Extracted records
______

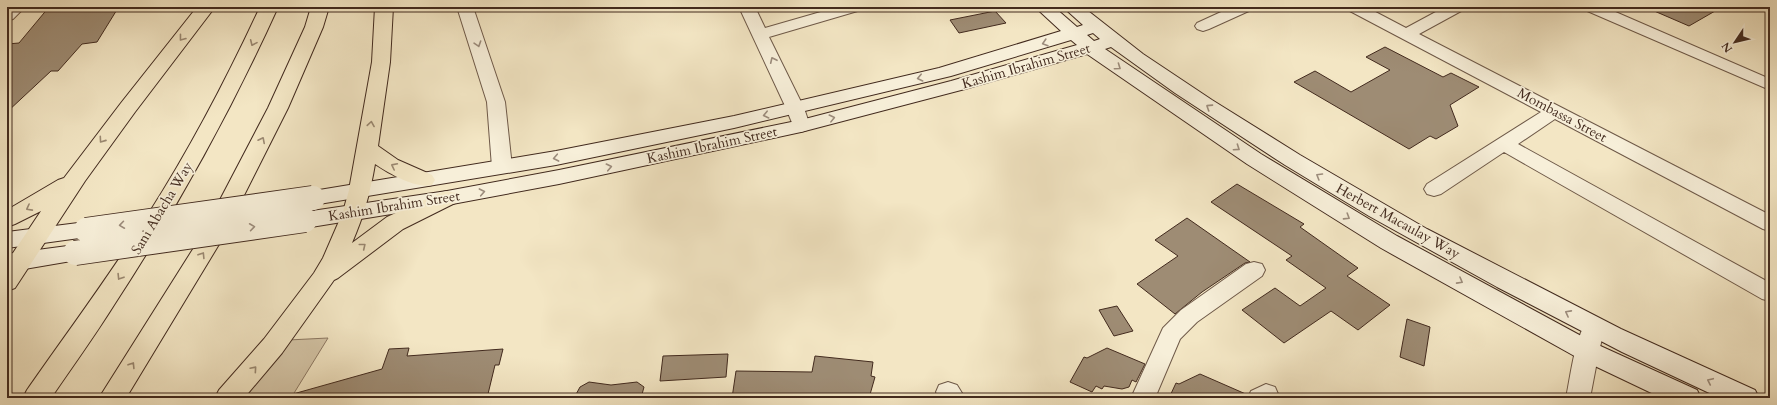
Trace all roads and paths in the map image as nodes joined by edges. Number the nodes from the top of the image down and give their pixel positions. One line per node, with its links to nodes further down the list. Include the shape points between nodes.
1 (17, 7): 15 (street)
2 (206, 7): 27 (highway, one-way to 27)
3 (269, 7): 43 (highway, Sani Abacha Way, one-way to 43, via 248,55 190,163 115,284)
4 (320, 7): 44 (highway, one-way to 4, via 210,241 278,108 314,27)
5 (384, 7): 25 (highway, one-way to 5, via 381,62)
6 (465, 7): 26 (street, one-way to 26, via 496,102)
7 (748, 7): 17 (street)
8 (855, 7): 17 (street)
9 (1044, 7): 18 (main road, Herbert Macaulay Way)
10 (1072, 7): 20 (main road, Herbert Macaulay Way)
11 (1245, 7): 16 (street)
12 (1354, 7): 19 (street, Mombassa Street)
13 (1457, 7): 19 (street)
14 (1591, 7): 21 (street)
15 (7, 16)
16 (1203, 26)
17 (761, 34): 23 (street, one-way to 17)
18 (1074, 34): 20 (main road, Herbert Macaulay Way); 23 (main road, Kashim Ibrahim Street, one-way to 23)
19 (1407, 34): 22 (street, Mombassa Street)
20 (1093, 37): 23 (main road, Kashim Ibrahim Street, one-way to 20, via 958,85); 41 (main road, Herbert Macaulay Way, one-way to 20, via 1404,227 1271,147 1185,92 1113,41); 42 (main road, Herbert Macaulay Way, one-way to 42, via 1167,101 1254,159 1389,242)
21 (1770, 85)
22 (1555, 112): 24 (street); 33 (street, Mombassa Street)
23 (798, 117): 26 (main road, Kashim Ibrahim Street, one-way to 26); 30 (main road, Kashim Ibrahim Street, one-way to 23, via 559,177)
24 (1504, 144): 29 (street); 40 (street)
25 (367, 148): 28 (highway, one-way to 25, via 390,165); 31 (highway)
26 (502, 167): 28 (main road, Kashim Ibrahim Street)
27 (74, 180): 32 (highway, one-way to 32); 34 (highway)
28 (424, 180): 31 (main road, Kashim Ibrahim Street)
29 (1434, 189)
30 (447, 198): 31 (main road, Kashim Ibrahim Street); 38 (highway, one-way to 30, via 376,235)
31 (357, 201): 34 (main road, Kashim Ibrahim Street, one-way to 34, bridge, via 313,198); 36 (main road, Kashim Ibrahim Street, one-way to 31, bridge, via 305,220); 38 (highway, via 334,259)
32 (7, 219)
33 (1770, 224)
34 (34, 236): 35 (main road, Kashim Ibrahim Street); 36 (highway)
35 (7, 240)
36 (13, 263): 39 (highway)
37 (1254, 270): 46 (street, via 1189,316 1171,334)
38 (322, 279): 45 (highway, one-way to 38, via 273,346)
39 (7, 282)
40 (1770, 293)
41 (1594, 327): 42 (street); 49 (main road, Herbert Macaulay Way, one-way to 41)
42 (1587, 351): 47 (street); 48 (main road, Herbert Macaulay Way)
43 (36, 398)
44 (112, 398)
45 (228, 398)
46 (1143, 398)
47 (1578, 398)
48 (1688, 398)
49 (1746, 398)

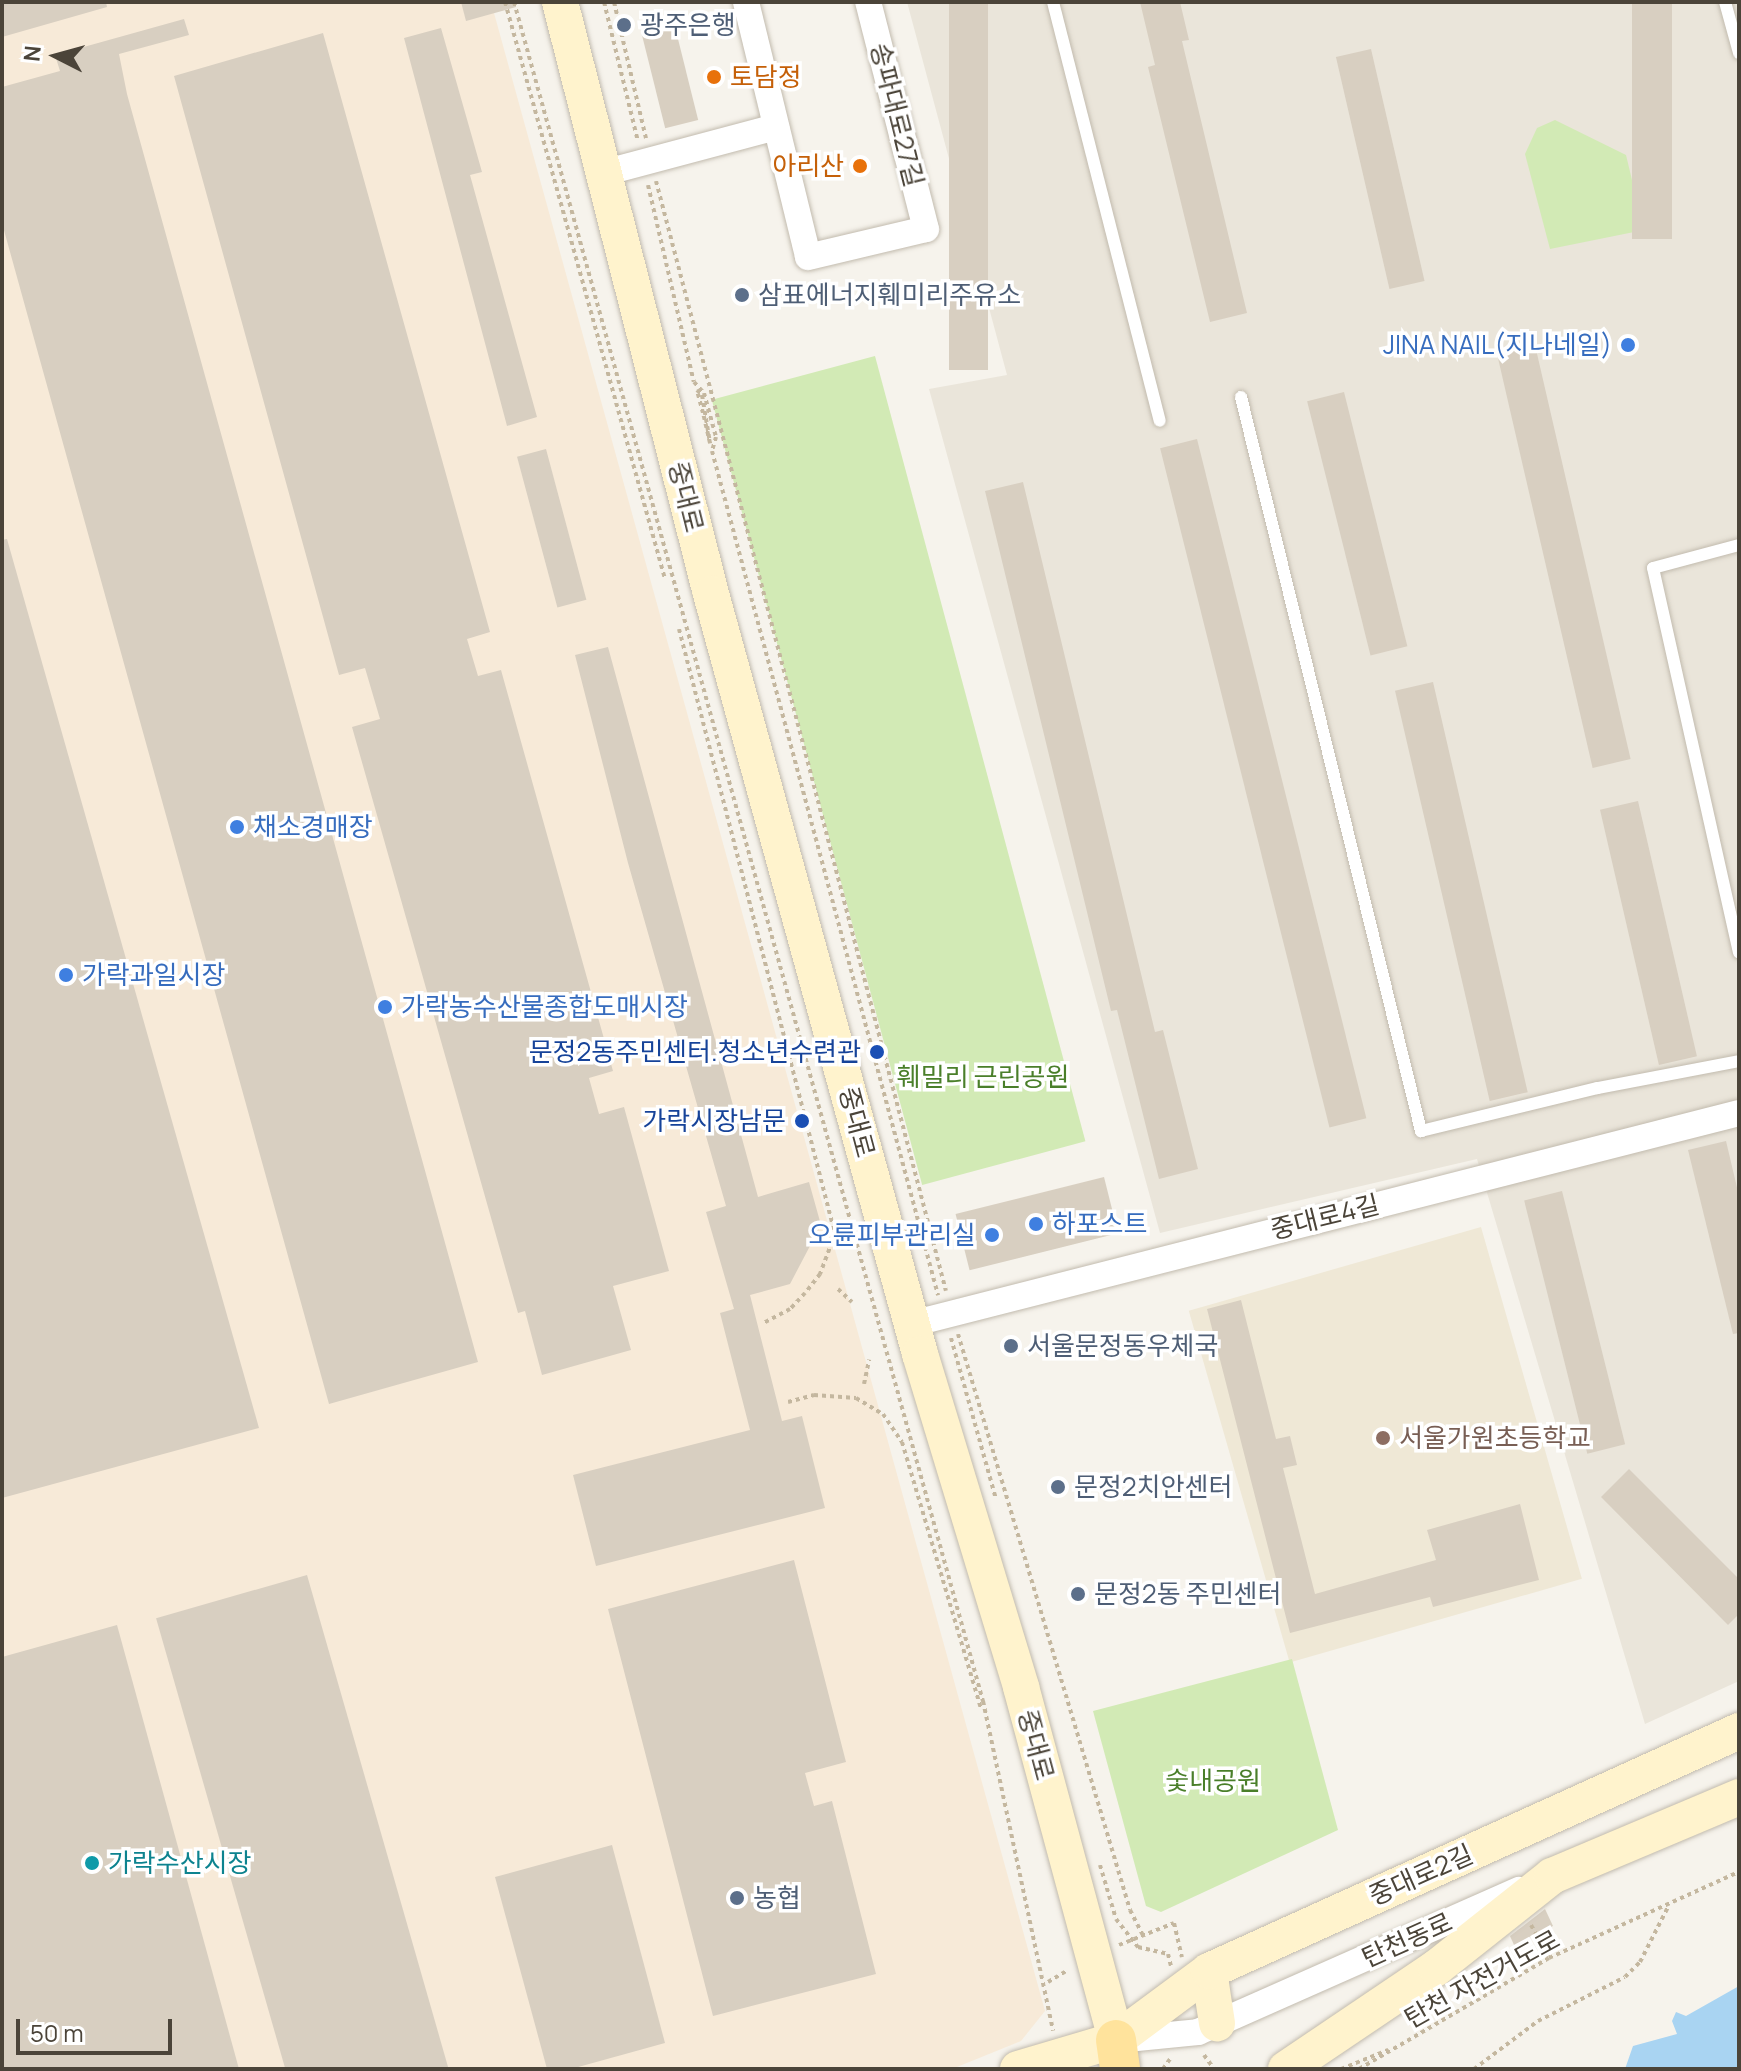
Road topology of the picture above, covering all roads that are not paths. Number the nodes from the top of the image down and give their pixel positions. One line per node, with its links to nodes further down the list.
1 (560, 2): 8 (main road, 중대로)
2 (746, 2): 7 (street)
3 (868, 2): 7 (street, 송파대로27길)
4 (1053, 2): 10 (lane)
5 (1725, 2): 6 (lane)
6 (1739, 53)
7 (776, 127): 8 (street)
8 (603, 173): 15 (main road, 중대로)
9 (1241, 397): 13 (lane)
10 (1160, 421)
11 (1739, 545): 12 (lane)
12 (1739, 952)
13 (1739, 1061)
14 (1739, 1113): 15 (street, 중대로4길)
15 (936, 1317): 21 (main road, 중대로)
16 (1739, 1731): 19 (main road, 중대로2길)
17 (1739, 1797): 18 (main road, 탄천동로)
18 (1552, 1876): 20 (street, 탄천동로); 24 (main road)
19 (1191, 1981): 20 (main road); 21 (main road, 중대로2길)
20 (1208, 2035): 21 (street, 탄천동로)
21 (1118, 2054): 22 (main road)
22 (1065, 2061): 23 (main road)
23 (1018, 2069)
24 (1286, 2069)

______

» BRIEF
Each record above is to be copied out exactly; its pictures are not.

» TASK RESPONSE
Trace all roads and paths in the map image as nodes joined by edges. Number the nodes from the top of the image down and give their pixel positions. One line per node, with its links to nodes further down the list. Include the shape points between nodes.
1 (17, 7): 15 (street)
2 (206, 7): 27 (highway, one-way to 27)
3 (269, 7): 43 (highway, Sani Abacha Way, one-way to 43, via 248,55 190,163 115,284)
4 (320, 7): 44 (highway, one-way to 4, via 210,241 278,108 314,27)
5 (384, 7): 25 (highway, one-way to 5, via 381,62)
6 (465, 7): 26 (street, one-way to 26, via 496,102)
7 (748, 7): 17 (street)
8 (855, 7): 17 (street)
9 (1044, 7): 18 (main road, Herbert Macaulay Way)
10 (1072, 7): 20 (main road, Herbert Macaulay Way)
11 (1245, 7): 16 (street)
12 (1354, 7): 19 (street, Mombassa Street)
13 (1457, 7): 19 (street)
14 (1591, 7): 21 (street)
15 (7, 16)
16 (1203, 26)
17 (761, 34): 23 (street, one-way to 17)
18 (1074, 34): 20 (main road, Herbert Macaulay Way); 23 (main road, Kashim Ibrahim Street, one-way to 23)
19 (1407, 34): 22 (street, Mombassa Street)
20 (1093, 37): 23 (main road, Kashim Ibrahim Street, one-way to 20, via 958,85); 41 (main road, Herbert Macaulay Way, one-way to 20, via 1404,227 1271,147 1185,92 1113,41); 42 (main road, Herbert Macaulay Way, one-way to 42, via 1167,101 1254,159 1389,242)
21 (1770, 85)
22 (1555, 112): 24 (street); 33 (street, Mombassa Street)
23 (798, 117): 26 (main road, Kashim Ibrahim Street, one-way to 26); 30 (main road, Kashim Ibrahim Street, one-way to 23, via 559,177)
24 (1504, 144): 29 (street); 40 (street)
25 (367, 148): 28 (highway, one-way to 25, via 390,165); 31 (highway)
26 (502, 167): 28 (main road, Kashim Ibrahim Street)
27 (74, 180): 32 (highway, one-way to 32); 34 (highway)
28 (424, 180): 31 (main road, Kashim Ibrahim Street)
29 (1434, 189)
30 (447, 198): 31 (main road, Kashim Ibrahim Street); 38 (highway, one-way to 30, via 376,235)
31 (357, 201): 34 (main road, Kashim Ibrahim Street, one-way to 34, bridge, via 313,198); 36 (main road, Kashim Ibrahim Street, one-way to 31, bridge, via 305,220); 38 (highway, via 334,259)
32 (7, 219)
33 (1770, 224)
34 (34, 236): 35 (main road, Kashim Ibrahim Street); 36 (highway)
35 (7, 240)
36 (13, 263): 39 (highway)
37 (1254, 270): 46 (street, via 1189,316 1171,334)
38 (322, 279): 45 (highway, one-way to 38, via 273,346)
39 (7, 282)
40 (1770, 293)
41 (1594, 327): 42 (street); 49 (main road, Herbert Macaulay Way, one-way to 41)
42 (1587, 351): 47 (street); 48 (main road, Herbert Macaulay Way)
43 (36, 398)
44 (112, 398)
45 (228, 398)
46 (1143, 398)
47 (1578, 398)
48 (1688, 398)
49 (1746, 398)

Road topology of the picture above, covering all roads that are not paths. Number the nodes from the top of the image down and give their pixel positions. One line per node, with its links to nodes further down the list.
1 (560, 2): 8 (main road, 중대로)
2 (746, 2): 7 (street)
3 (868, 2): 7 (street, 송파대로27길)
4 (1053, 2): 10 (lane)
5 (1725, 2): 6 (lane)
6 (1739, 53)
7 (776, 127): 8 (street)
8 (603, 173): 15 (main road, 중대로)
9 (1241, 397): 13 (lane)
10 (1160, 421)
11 (1739, 545): 12 (lane)
12 (1739, 952)
13 (1739, 1061)
14 (1739, 1113): 15 (street, 중대로4길)
15 (936, 1317): 21 (main road, 중대로)
16 (1739, 1731): 19 (main road, 중대로2길)
17 (1739, 1797): 18 (main road, 탄천동로)
18 (1552, 1876): 20 (street, 탄천동로); 24 (main road)
19 (1191, 1981): 20 (main road); 21 (main road, 중대로2길)
20 (1208, 2035): 21 (street, 탄천동로)
21 (1118, 2054): 22 (main road)
22 (1065, 2061): 23 (main road)
23 (1018, 2069)
24 (1286, 2069)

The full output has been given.